The topic of immigration at our southern border has been heated, controversial, and political. From debates over reparations for families separated at the southern border to news of thousands of Haitians fleeing their country and seeking asylum in the United States, it’s an issue that draws constant attention.

Over the years, elected officials have suggested various solutions to stem the flow of immigration to our southern border, from border walls to more people. Unfortunately, many of these solutions seek to address the symptoms of migration rather than the root causes. Instead, our country’s leaders should look to the factors driving Central American immigration, such as the financial and logistical support these countries desperately need.

One often-overlooked solution involves investing in Central America's promising industries, such as apparel. Deterring Central American migration by investing in clothing factories in countries such as Costa Rica, the Dominican Republic, El Salvador, Guatemala, Honduras, and Nicaragua would not only allow people to find prosperity in their own communities but would also provide the U.S. with a unique opportunity to expand our own economic outlook.

Investments such as those in clothing factories create jobs that reduce poverty and, in turn, contribute to each country’s economic growth. About 76% of the workers in the Northern Triangle have low-paying jobs, often with little job security. These clothing factories would provide higher wages and job security for countless citizens. Beyond just financial growth, investment in this region will provide stability, something that the region greatly needs.

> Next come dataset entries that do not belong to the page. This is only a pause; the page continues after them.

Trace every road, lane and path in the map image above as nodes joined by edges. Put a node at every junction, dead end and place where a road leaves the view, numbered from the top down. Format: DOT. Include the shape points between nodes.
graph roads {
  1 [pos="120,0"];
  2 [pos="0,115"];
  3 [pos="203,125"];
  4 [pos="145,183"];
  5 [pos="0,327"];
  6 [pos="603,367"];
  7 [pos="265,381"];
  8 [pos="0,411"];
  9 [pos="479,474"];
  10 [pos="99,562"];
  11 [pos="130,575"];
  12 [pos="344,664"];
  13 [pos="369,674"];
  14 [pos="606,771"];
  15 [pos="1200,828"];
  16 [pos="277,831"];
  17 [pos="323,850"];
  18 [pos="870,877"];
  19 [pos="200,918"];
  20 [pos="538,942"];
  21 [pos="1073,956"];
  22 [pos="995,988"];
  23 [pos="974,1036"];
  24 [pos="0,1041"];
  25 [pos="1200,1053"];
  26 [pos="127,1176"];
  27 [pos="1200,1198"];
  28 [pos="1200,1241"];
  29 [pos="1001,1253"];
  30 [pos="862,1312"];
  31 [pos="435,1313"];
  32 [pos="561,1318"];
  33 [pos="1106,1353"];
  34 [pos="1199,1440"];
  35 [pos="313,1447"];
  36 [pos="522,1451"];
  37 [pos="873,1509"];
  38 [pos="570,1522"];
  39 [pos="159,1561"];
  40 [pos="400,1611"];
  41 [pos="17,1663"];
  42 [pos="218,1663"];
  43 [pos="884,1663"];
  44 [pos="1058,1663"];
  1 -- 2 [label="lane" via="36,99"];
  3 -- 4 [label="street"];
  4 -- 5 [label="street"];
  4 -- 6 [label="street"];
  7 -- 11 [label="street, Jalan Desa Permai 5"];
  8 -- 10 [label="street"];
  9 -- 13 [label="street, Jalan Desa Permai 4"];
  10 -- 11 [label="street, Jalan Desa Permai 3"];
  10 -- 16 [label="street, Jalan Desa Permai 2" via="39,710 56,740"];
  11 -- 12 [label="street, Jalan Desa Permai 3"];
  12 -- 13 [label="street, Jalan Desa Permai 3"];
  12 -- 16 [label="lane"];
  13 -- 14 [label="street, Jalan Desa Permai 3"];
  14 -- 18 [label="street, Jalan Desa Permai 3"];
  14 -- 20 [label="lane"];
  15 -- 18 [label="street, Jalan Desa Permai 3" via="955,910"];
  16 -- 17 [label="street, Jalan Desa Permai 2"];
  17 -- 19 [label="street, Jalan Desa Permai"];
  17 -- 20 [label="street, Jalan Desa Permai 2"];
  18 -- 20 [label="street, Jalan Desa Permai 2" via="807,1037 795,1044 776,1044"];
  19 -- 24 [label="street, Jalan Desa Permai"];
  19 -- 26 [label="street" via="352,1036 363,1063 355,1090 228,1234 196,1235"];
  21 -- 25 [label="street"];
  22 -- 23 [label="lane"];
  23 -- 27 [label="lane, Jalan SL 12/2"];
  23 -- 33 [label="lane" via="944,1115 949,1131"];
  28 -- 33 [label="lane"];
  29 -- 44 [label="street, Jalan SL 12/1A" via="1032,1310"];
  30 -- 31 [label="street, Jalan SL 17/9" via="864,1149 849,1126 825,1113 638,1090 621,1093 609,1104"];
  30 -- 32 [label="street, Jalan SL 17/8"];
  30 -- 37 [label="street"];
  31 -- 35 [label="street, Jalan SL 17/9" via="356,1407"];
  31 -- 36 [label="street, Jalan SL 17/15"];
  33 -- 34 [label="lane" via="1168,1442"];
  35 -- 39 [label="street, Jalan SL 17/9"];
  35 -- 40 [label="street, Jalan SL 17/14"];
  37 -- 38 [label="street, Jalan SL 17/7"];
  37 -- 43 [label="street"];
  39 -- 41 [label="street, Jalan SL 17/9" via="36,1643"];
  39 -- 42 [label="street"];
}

Placing American-owned clothing factories in Central America is not just a humanitarian move. By expanding our clothing product supply chains close to home, we can continue competing with other regions of the world while making our products cheaper for American workers and consumers. And right now, during heightened inflation, we need to use every available tool to ease rising costs on American workers and families.

The U.S. wouldn’t lose jobs due to outsourcing factories, either. Many Central American clothing factories receive cloth and fabrics made in the U.S., which are then made into items of clothing. From there, the clothing made in Central America gets shipped back to the U.S. for consumer sale, and the lower costs benefit everyone.

This type of cost-saving maneuver strengthens both our economy and those of our allies in Central America. And these efforts could be even more effective if certain trade restrictions, such as the Dominican Republic-Central America FTA’s rules of origin, were expanded to allow more products sold between these countries to be duty-free.

We have the tools available to help Central American countries and help ourselves; we just need to be able to use them. We need President Joe Biden, Vice President Kamala Harris, and U.S. Trade Representative Katherine Tai to understand what is at stake. We need American clothing manufacturers to be able to operate in Central America with ease and less red tape. There are existing trade agreements, but they can be quarrelsome and difficult to maneuver.

The Biden administration is seeking solutions to the problems at our border, and we need them to understand that economic expansion can be a powerful tool to achieve that goal. Placing clothing factories in these countries will give Central Americans who would otherwise immigrate to the U.S. greater opportunities to seek economic prosperity and stability at home.

Supporting economic investments in these countries has the potential to bring long-term growth to the Western Hemisphere, allow American manufacturers to reach their full potential, and create an inclusive economy for workers throughout the Americas.

Cesar Chavez is a state representative in Arizona and the vice president for membership at the National Hispanic Caucus of State Legislators.